Exercise |
Whenever a line below includes the string "small", show it.

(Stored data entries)

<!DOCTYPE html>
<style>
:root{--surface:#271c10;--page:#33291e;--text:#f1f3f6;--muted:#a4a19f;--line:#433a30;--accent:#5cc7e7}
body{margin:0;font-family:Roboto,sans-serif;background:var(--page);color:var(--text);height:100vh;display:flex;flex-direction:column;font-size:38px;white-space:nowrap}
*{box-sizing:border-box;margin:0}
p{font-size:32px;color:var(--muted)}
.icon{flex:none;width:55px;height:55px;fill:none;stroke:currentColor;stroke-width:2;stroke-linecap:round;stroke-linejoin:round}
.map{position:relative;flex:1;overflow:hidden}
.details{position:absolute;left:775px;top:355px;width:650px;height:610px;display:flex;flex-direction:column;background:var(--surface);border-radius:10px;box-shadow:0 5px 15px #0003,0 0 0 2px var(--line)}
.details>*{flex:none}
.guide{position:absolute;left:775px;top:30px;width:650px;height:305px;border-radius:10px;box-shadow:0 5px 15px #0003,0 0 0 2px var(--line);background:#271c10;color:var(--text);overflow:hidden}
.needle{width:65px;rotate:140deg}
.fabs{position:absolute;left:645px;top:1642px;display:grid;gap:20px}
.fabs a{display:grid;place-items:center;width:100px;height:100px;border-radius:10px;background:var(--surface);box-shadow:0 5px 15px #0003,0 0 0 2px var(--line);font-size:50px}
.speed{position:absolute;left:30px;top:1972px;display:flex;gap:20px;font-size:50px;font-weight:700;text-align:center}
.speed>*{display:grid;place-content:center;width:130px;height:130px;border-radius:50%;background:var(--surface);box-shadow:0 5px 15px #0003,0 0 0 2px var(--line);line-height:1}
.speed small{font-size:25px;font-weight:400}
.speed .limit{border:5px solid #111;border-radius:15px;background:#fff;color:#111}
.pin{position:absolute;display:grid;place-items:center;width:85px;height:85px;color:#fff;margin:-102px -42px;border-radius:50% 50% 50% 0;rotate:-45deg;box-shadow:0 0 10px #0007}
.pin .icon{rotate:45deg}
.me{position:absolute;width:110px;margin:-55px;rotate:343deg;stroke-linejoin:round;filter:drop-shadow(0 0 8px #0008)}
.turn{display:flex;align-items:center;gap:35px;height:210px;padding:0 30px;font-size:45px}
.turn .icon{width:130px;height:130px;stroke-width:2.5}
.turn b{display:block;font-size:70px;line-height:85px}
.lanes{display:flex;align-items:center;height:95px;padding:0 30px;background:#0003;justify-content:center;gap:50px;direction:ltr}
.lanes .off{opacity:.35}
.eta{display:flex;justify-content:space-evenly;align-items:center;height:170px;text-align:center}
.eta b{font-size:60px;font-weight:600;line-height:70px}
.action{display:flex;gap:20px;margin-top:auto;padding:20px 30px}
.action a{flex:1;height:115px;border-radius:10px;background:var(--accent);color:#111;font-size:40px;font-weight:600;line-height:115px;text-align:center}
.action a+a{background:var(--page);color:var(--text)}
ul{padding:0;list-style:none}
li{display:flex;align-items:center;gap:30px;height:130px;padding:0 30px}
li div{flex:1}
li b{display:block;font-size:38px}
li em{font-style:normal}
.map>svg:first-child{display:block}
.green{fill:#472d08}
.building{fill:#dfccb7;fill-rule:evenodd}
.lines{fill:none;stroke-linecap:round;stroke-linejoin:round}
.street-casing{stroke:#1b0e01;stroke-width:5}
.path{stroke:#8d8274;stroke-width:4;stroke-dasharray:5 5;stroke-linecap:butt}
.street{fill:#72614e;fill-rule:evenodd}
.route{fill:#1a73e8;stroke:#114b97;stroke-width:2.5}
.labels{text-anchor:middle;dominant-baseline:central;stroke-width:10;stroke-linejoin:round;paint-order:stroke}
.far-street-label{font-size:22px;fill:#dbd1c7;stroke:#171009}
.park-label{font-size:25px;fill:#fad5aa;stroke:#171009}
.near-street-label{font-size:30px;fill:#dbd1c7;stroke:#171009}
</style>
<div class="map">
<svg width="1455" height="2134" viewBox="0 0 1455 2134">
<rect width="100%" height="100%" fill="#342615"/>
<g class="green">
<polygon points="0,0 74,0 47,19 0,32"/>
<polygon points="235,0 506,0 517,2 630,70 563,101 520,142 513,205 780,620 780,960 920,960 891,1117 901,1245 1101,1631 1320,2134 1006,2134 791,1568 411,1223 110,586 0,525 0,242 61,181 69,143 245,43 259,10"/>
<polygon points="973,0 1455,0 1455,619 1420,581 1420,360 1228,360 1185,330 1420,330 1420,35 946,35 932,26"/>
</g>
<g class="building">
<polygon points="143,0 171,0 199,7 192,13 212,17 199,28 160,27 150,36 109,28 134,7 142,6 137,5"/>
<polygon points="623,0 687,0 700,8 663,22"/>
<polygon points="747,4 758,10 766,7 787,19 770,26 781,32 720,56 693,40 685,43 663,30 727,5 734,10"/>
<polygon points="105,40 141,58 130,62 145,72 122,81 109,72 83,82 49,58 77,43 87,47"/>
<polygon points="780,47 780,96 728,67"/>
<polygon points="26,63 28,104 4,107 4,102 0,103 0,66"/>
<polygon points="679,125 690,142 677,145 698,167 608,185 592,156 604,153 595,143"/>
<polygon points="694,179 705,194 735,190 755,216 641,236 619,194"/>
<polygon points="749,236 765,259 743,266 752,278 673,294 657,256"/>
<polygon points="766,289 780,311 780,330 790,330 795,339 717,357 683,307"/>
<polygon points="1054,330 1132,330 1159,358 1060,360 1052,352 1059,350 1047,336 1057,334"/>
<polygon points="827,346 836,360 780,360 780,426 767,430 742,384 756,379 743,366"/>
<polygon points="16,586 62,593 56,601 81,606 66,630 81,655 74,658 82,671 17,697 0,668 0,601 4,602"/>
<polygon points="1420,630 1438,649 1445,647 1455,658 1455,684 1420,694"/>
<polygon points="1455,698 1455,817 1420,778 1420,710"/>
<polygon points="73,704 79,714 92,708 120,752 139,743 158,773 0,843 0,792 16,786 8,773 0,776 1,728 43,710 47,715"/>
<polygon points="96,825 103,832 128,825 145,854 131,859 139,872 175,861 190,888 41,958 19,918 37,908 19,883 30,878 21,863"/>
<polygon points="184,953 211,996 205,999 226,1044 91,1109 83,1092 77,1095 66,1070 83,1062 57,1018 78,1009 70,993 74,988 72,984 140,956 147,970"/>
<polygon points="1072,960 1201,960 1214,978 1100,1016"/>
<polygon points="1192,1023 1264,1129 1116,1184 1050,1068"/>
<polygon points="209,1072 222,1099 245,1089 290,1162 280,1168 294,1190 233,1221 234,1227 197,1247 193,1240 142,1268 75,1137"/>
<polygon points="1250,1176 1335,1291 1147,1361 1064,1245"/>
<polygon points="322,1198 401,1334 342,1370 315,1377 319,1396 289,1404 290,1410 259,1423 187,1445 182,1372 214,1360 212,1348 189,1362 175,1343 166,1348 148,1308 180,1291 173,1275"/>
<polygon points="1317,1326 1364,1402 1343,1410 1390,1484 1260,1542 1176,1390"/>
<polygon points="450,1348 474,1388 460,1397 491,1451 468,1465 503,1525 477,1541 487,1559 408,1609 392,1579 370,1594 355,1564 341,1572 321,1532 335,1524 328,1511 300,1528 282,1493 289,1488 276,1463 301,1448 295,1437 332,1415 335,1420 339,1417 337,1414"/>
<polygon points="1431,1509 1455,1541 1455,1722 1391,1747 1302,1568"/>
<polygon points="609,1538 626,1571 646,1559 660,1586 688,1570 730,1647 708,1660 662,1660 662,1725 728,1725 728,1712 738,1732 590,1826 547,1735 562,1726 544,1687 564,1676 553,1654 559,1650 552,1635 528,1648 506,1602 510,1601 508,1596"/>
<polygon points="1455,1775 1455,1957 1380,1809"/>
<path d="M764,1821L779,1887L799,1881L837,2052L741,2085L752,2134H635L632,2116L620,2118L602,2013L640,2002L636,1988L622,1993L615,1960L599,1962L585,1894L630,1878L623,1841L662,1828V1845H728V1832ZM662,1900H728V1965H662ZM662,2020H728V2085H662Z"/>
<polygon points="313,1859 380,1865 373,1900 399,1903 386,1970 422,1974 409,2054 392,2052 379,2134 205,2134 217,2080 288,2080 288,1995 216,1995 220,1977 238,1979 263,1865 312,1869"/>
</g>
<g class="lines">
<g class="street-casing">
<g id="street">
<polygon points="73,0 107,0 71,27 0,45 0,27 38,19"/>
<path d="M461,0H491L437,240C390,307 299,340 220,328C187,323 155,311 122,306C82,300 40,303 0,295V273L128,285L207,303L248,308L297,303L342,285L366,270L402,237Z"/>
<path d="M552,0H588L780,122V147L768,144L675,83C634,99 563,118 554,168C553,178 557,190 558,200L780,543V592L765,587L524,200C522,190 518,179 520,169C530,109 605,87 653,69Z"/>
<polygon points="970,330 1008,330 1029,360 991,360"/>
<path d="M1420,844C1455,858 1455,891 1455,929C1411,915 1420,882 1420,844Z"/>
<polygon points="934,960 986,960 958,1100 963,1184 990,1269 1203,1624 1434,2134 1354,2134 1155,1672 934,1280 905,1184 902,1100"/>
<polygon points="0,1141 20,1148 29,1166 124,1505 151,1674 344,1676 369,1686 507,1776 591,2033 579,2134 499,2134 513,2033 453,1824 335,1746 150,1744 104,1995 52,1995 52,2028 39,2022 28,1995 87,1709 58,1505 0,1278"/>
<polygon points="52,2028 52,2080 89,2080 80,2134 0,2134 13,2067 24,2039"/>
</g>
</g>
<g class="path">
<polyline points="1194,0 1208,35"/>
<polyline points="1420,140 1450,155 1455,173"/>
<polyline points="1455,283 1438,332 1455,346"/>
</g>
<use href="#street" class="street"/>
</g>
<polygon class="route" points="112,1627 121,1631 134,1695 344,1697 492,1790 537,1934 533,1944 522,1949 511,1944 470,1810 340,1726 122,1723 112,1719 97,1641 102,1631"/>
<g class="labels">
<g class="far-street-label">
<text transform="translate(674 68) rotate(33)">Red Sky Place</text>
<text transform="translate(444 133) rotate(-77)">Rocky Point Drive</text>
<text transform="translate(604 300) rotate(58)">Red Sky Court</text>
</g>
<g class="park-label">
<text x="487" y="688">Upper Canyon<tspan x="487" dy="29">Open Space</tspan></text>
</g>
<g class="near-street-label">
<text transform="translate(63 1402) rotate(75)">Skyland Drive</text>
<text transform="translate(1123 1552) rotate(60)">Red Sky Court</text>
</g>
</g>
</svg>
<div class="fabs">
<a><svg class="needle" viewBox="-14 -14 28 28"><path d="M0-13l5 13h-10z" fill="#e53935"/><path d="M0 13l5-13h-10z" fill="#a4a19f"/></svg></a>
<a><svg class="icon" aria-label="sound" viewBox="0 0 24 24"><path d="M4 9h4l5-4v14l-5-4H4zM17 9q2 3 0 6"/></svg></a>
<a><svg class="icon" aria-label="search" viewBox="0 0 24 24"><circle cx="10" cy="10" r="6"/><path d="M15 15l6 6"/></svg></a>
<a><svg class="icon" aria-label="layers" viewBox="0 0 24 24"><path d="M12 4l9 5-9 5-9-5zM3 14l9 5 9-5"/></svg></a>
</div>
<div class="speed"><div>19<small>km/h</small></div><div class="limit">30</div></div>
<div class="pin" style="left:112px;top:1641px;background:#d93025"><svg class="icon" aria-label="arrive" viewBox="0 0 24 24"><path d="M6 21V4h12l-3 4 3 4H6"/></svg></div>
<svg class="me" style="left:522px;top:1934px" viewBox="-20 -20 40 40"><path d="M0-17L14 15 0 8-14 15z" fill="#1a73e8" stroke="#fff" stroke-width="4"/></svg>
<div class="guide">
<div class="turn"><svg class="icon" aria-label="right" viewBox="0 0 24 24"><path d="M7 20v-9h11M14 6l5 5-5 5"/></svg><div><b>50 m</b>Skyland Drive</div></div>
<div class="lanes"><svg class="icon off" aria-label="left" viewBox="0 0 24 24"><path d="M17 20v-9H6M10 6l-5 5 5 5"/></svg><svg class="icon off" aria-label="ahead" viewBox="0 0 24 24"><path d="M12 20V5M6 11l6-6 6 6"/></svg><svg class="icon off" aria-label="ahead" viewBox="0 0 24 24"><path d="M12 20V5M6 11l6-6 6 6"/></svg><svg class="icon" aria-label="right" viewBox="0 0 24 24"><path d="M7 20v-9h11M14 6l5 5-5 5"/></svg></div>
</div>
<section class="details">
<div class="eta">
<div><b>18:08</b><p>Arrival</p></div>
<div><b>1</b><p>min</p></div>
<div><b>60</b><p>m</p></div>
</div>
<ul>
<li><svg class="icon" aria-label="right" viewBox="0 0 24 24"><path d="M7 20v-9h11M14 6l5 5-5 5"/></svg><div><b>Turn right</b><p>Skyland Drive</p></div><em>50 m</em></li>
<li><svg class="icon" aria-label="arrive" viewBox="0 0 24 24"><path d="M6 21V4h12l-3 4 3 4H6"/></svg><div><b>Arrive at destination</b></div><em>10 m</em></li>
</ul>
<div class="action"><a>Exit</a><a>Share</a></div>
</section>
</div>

Result |
.speed small{font-size:25px;font-weight:400}
<div class="speed"><div>19<small>km/h</small></div><div class="limit">30</div></div>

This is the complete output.